Un programmeur indonésien a développé un outil pour déchiffrer les fichiers affectés par le ransomware Akira, en exploitant une approche mathématique novatrice. Son travail a transformé un problème complexe en une tâche plus accessible et il invite désormais les experts à optimiser sa solution.
Akira est un ransomware actif depuis 2023, proposé en ransomware-as-a-service pour les cybercriminels. Il a déjà ciblé plus de 250 organisations et rapporté environ 42 millions d’euros à ses développeurs.

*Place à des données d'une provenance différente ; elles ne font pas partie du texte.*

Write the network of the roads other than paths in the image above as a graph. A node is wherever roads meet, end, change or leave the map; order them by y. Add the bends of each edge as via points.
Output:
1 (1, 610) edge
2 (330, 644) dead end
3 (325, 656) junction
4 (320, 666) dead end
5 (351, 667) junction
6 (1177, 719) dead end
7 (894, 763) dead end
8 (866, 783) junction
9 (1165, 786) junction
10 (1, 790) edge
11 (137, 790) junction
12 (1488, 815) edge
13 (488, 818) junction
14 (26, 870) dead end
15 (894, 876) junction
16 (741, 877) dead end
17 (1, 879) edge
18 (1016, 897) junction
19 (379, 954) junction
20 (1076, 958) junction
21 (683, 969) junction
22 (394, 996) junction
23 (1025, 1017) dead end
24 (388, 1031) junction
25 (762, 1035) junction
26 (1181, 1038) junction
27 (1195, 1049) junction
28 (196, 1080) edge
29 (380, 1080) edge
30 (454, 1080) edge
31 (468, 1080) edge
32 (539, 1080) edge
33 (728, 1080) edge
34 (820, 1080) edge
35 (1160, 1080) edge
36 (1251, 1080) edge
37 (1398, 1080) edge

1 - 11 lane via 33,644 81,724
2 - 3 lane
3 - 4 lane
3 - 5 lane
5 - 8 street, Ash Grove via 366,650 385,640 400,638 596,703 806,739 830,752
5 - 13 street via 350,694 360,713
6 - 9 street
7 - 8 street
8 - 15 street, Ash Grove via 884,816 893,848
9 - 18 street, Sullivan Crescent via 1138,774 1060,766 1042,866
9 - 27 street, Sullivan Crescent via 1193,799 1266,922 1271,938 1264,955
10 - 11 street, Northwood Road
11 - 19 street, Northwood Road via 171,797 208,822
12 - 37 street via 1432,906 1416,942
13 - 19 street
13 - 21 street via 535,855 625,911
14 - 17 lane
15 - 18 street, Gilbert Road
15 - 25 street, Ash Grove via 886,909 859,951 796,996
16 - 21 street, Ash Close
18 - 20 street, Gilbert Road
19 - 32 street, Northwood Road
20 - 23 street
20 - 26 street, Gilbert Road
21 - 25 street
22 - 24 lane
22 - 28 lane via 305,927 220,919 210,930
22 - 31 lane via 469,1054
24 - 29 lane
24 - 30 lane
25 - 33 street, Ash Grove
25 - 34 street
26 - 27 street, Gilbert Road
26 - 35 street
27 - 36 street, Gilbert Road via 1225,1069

Yohanes Nugroho, programmeur indonésien, a conçu un décrypteur pour Akira, en utilisant la puissance des GPU modernes pour tester des millions de combinaisons de clés rapidement. Il s’est intéressé au ransomware après qu’un ami lui ait demandé de l’aide sur une version Linux d’Akira.

Le ransomware génère ses clés de chiffrement en utilisant l’heure comme graine, avec une précision au nanoseconde, puis les hache à travers 1 500 tours de SHA-256 avant de les chiffrer avec RSA-4096. Cette méthode rend le décryptage extrêmement difficile.

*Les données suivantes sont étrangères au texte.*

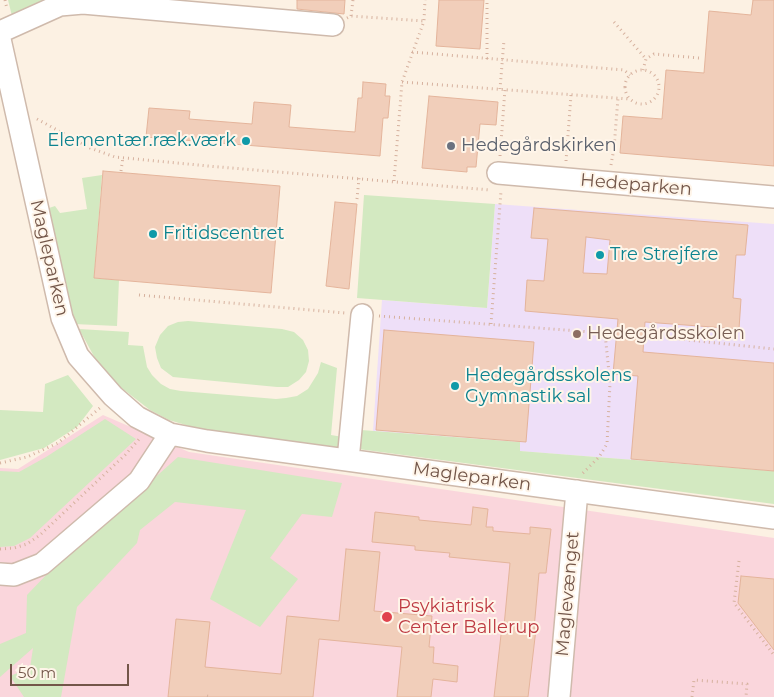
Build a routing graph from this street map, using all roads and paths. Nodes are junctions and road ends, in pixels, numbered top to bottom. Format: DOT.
graph roads {
  1 [pos="353,0"];
  2 [pos="425,0"];
  3 [pos="488,0"];
  4 [pos="342,20"];
  5 [pos="424,20"];
  6 [pos="614,22"];
  7 [pos="0,32"];
  8 [pos="0,39"];
  9 [pos="504,40"];
  10 [pos="412,52"];
  11 [pos="699,58"];
  12 [pos="487,59"];
  13 [pos="502,60"];
  14 [pos="646,60"];
  15 [pos="643,70"];
  16 [pos="630,74"];
  17 [pos="402,82"];
  18 [pos="502,89"];
  19 [pos="571,95"];
  20 [pos="618,98"];
  21 [pos="629,99"];
  22 [pos="34,118"];
  23 [pos="122,158"];
  24 [pos="612,160"];
  25 [pos="121,172"];
  26 [pos="359,178"];
  27 [pos="565,179"];
  28 [pos="499,182"];
  29 [pos="774,197"];
  30 [pos="357,199"];
  31 [pos="362,315"];
  32 [pos="491,324"];
  33 [pos="605,333"];
  34 [pos="679,339"];
  35 [pos="774,349"];
  36 [pos="113,396"];
  37 [pos="161,429"];
  38 [pos="348,460"];
  39 [pos="0,463"];
  40 [pos="577,491"];
  41 [pos="774,518"];
  42 [pos="0,550"];
  43 [pos="739,561"];
  44 [pos="0,574"];
  45 [pos="774,655"];
  46 [pos="207,696"];
  47 [pos="211,697"];
  48 [pos="559,697"];
  49 [pos="692,697"];
  50 [pos="746,697"];
  1 -- 4 [label="path"];
  2 -- 5 [label="path"];
  3 -- 12 [label="path"];
  4 -- 5 [label="path"];
  4 -- 7 [label="street"];
  5 -- 10 [label="path"];
  6 -- 14 [label="path"];
  8 -- 36 [label="street, Magleparken"];
  9 -- 13 [label="path"];
  10 -- 12 [label="path"];
  10 -- 17 [label="path"];
  11 -- 14 [label="path"];
  12 -- 13 [label="path"];
  13 -- 16 [label="path"];
  13 -- 18 [label="path"];
  14 -- 15 [label="path"];
  15 -- 16 [label="path"];
  15 -- 21 [label="path"];
  16 -- 21 [label="path"];
  17 -- 18 [label="path"];
  17 -- 26 [label="path"];
  18 -- 19 [label="path"];
  18 -- 28 [label="path"];
  19 -- 20 [label="path"];
  19 -- 27 [label="path"];
  20 -- 21 [label="path"];
  20 -- 24 [label="path"];
  22 -- 23 [label="path"];
  23 -- 25 [label="path"];
  23 -- 26 [label="path"];
  26 -- 30 [label="path"];
  27 -- 28 [label="street, Hedeparken"];
  27 -- 29 [label="street, Hedeparken"];
  28 -- 32 [label="path"];
  31 -- 38 [label="street"];
  33 -- 40 [label="path"];
  34 -- 35 [label="path"];
  36 -- 37 [label="street, Magleparken"];
  36 -- 39 [label="path"];
  37 -- 38 [label="street, Magleparken"];
  37 -- 42 [label="path"];
  37 -- 44 [label="street"];
  38 -- 40 [label="street, Magleparken"];
  40 -- 41 [label="street, Magleparken"];
  40 -- 48 [label="street, Maglevænget"];
  43 -- 45 [label="path"];
  46 -- 47 [label="path"];
  49 -- 50 [label="path"];
}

Grâce aux fichiers journaux fournis par son ami, Nugroho a pu estimer l’heure d’exécution du ransomware, ce qui a permis d’affiner son approche. Il a d’abord testé une GeForce RTX 3060, qui ne pouvait traiter que 60 millions de combinaisons par seconde. Une RTX 3090 n’a pas apporté de gains significatifs, l’amenant à louer du temps de calcul GPU sur RunPod et Vast.ai.
Avec 16 RTX 4090 dans le cloud, il a pu compléter un benchmark en 10 heures. Il estime que la RTX 4090, grâce à ses nombreux cœurs CUDA et son coût de location réduit, est particulièrement adaptée à cette tâche.
Son code, désormais open source, est disponible pour d’autres chercheurs, avec un appel aux experts en GPU pour l’optimiser. Actuellement, son outil peut atteindre 1,5 milliard d’opérations par seconde sur une RTX 3090 pour l’algorithme KCipher2.